Sixteen months after the initial diagnosis of PCD was made, the patient developed an enlarged left inguinal lymph node measuring 3 cm in diameter, which was identified by the patient’s relatives. PET-CT imaging showed a single infradiaphragmatic lymph node in the left iliac and inguinal regions (SUVmax 16.64), with generalized mild lymphadenopathy. Histology of the excisional lymph node biopsy confirmed the diagnosis of classic mixed cellularity Hodgkin’s lymphoma, Ann Arbor stage IIA.
The patient was treated with four cycles of chemotherapy consisting of adriamycin, bleomycin, vinblastine, and dacarbazine (ABVD) and achieved a complete metabolic response after the second cycle, which was confirmed by PET. At the last follow-up, two years after the diagnosis of Hodgkin’s lymphoma, the patient had a complete response, and anti-Tr antibodies remained negative.
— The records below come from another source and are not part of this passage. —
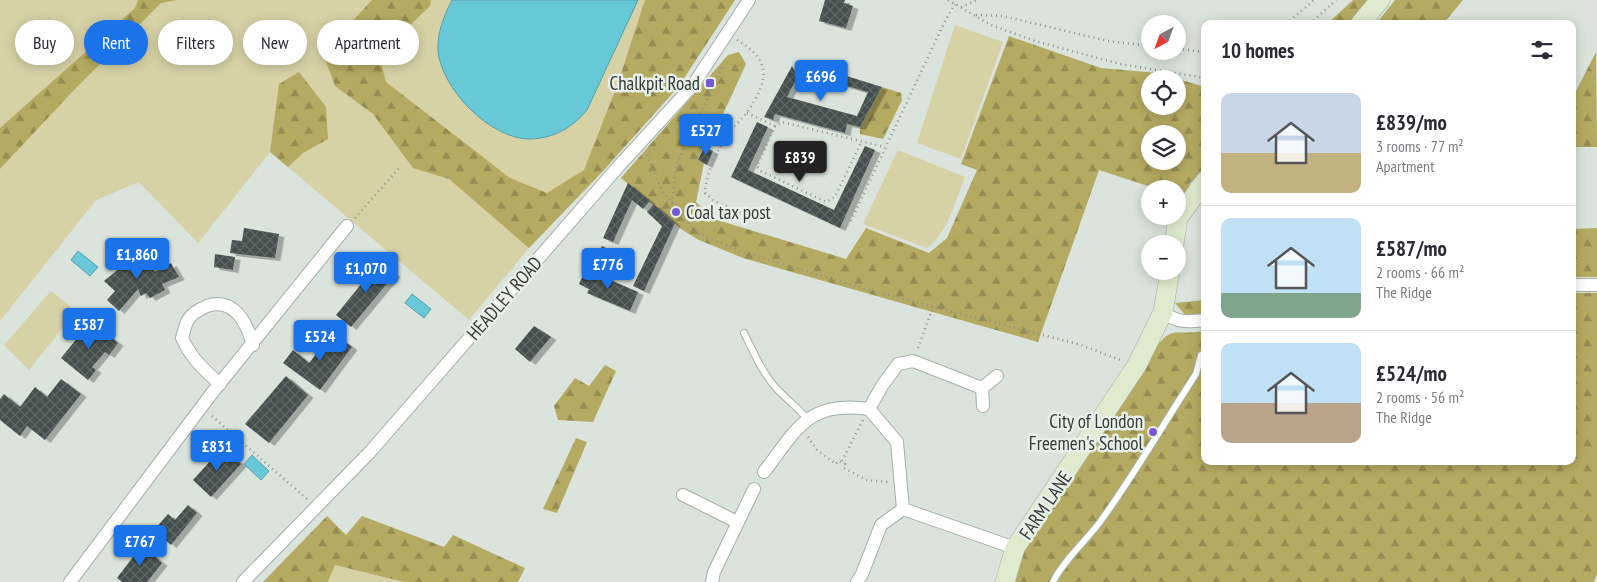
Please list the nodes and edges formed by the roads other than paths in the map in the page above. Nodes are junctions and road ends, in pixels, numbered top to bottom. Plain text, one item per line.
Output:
1 (749, 0) edge
2 (1380, 0) edge
3 (1363, 20) edge
4 (1201, 186) edge
5 (347, 226) road end
6 (1175, 235) edge
7 (1168, 280) edge
8 (1576, 285) edge
9 (1597, 285) edge
10 (1163, 312) junction
11 (1201, 320) edge
12 (744, 333) dead end
13 (253, 345) junction
14 (1201, 356) dead end
15 (997, 376) dead end
16 (220, 384) junction
17 (982, 388) junction
18 (983, 406) dead end
19 (869, 409) junction
20 (804, 423) junction
21 (764, 472) dead end
22 (754, 489) dead end
23 (683, 495) dead end
24 (903, 509) junction
25 (737, 522) junction
26 (1015, 548) junction
27 (70, 582) edge
28 (243, 582) edge
29 (712, 582) edge
30 (857, 582) edge
31 (1005, 582) edge
32 (1053, 582) edge

1 - 28 street, HEADLEY ROAD
2 - 3 street
4 - 6 street
5 - 13 street
7 - 10 street, FARM LANE
8 - 9 street
10 - 11 street
10 - 26 street, FARM LANE
12 - 20 lane
13 - 16 street
13 - 16 street
14 - 32 lane
15 - 17 street
16 - 27 street
17 - 18 street
17 - 19 street
19 - 20 street
19 - 24 street
20 - 21 street
22 - 25 street
23 - 25 street
24 - 26 street
24 - 30 street
25 - 29 street
26 - 31 street, FARM LANE

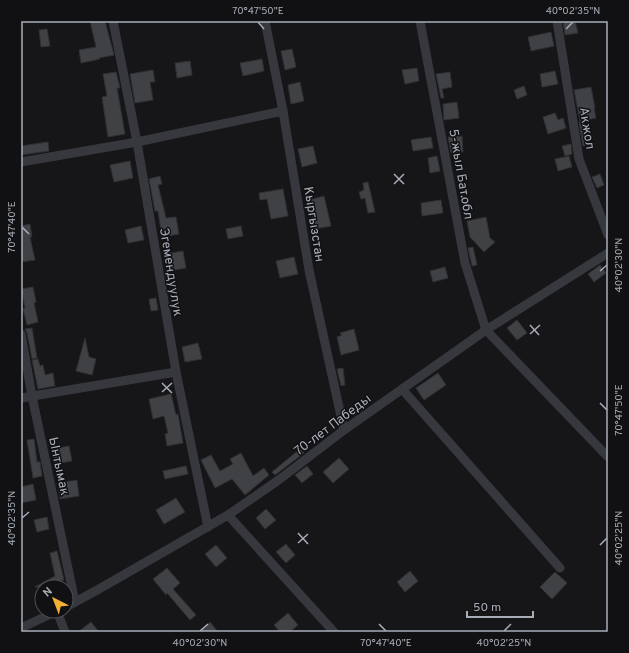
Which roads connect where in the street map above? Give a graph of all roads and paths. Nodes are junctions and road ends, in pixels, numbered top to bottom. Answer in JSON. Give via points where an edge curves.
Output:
{"nodes":[{"id":1,"x":113,"y":21,"type":"edge"},
{"id":2,"x":265,"y":21,"type":"edge"},
{"id":3,"x":420,"y":21,"type":"edge"},
{"id":4,"x":557,"y":21,"type":"edge"},
{"id":5,"x":283,"y":111,"type":"junction"},
{"id":6,"x":137,"y":142,"type":"junction"},
{"id":7,"x":21,"y":162,"type":"edge"},
{"id":8,"x":608,"y":235,"type":"edge"},
{"id":9,"x":608,"y":253,"type":"edge"},
{"id":10,"x":486,"y":330,"type":"junction"},
{"id":11,"x":21,"y":334,"type":"edge"},
{"id":12,"x":176,"y":372,"type":"junction"},
{"id":13,"x":402,"y":389,"type":"junction"},
{"id":14,"x":32,"y":396,"type":"junction"},
{"id":15,"x":21,"y":398,"type":"edge"},
{"id":16,"x":344,"y":430,"type":"junction"},
{"id":17,"x":608,"y":457,"type":"edge"},
{"id":18,"x":228,"y":515,"type":"junction"},
{"id":19,"x":208,"y":527,"type":"junction"},
{"id":20,"x":560,"y":568,"type":"dead end"},
{"id":21,"x":76,"y":602,"type":"joint"},
{"id":22,"x":40,"y":619,"type":"edge"},
{"id":23,"x":60,"y":619,"type":"edge"},
{"id":24,"x":21,"y":628,"type":"edge"},
{"id":25,"x":65,"y":632,"type":"edge"},
{"id":26,"x":334,"y":632,"type":"edge"}],
"edges":[{"from":1,"to":6,"type":"street","name":"Эгемендуулук"},
{"from":2,"to":5,"type":"street","name":"Кыргызстан"},
{"from":3,"to":10,"type":"street","name":"5-жыл Бат.обл","via":[[465,263]]},
{"from":4,"to":8,"type":"street","name":"Акжол","via":[[579,159]]},
{"from":5,"to":6,"type":"street"},
{"from":5,"to":16,"type":"street","name":"Кыргызстан","via":[[309,270]]},
{"from":6,"to":7,"type":"street"},
{"from":6,"to":12,"type":"street","name":"Эгемендуулук"},
{"from":9,"to":10,"type":"street","name":"70-лет Пабеды"},
{"from":10,"to":13,"type":"street","name":"70-лет Пабеды"},
{"from":10,"to":17,"type":"street"},
{"from":11,"to":14,"type":"street","name":"Ынтымак"},
{"from":12,"to":14,"type":"street"},
{"from":12,"to":19,"type":"street","name":"Эгемендуулук"},
{"from":13,"to":16,"type":"street","name":"70-лет Пабеды"},
{"from":13,"to":20,"type":"street"},
{"from":14,"to":15,"type":"street"},
{"from":14,"to":21,"type":"street","name":"Ынтымак"},
{"from":16,"to":18,"type":"street","name":"70-лет Пабеды"},
{"from":18,"to":19,"type":"street","name":"70-лет Пабеды"},
{"from":18,"to":26,"type":"street"},
{"from":19,"to":21,"type":"street","name":"70-лет Пабеды"},
{"from":22,"to":24,"type":"street"},
{"from":23,"to":25,"type":"street"}]}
However, the patient experienced minor improvements in his neurological symptoms, with residual dysarthria, dependency on the use of a wheelchair, and persistent mood disorder.
Discussion
Despite the presence of a tumor, neurologic syndromes of an unknown cause do not always represent a paraneoplastic syndrome. The detection of onconeural antibodies has been of great importance in indicating the presence of a tumor. However, a paraneoplastic syndrome is not always associated with onconeural antibodies, and a neurological syndrome may not exist despite detecting these antibodies [1,10].
In 2004, diagnostic criteria for paraneoplastic neurological syndromes were proposed to include definite and possible cases [10]. A set of diagnostic criteria was based on the presence or absence of malignancy for classical paraneoplastic syndrome with the use of well-characterized onconeural antibodies [10]. More recently, two onconeural antibodies have been added to the list of well-characterized onconeural antibodies, including antibodies to Sox1 and Tr [1,11].
Paraneoplastic syndromes are a rare association with lymphoma. The type and frequency of paraneoplastic syndromes are different between classical Hodgkin’s lymphoma and non-Hodgkin’s lymphoma (NHL). Limbic encephalitis (LE) and PCD are almost exclusively seen in patients with Hodgkin’s lymphoma. Usually, lymphomas are associated with unique paraneoplastic syndromes, but the co-occurrence of paraneoplastic syndromes have also been reported [12,13]. Sensorimotor neuropathies and dermatomyositis are more common in Hodgkin’s lymphoma, but the association between Hodgkin’s lymphoma and acute motor and sensory axonal neuropathy (AMSAN) has also been recently reported [14].
The largest published case series included 28 patients with PCD who had anti-Tr antibodies, 25 of whom were diagnosed with classical Hodgkin’s lymphoma [7]. The diagnosis of PCD preceded the diagnosis of Hodgkin’s lymphoma in 20 patients with a median time between the development of paraneoplastic syndrome and tumor diagnosis of 3.5 months (range, 0–24 months) [7]. This finding has been supported by other studies [3,9,15]. The majority of patients with PCD and Hodgkin’s lymphoma were male, and the most common histopathologic type was nodular sclerosing Hodgkin’s lymphoma [7]. In another case series, the diagnosis of Hodgkin’s lymphoma preceded the neurologic symptoms in 17/21 patients [16]. The reason for the different clinical presentations is unclear [7].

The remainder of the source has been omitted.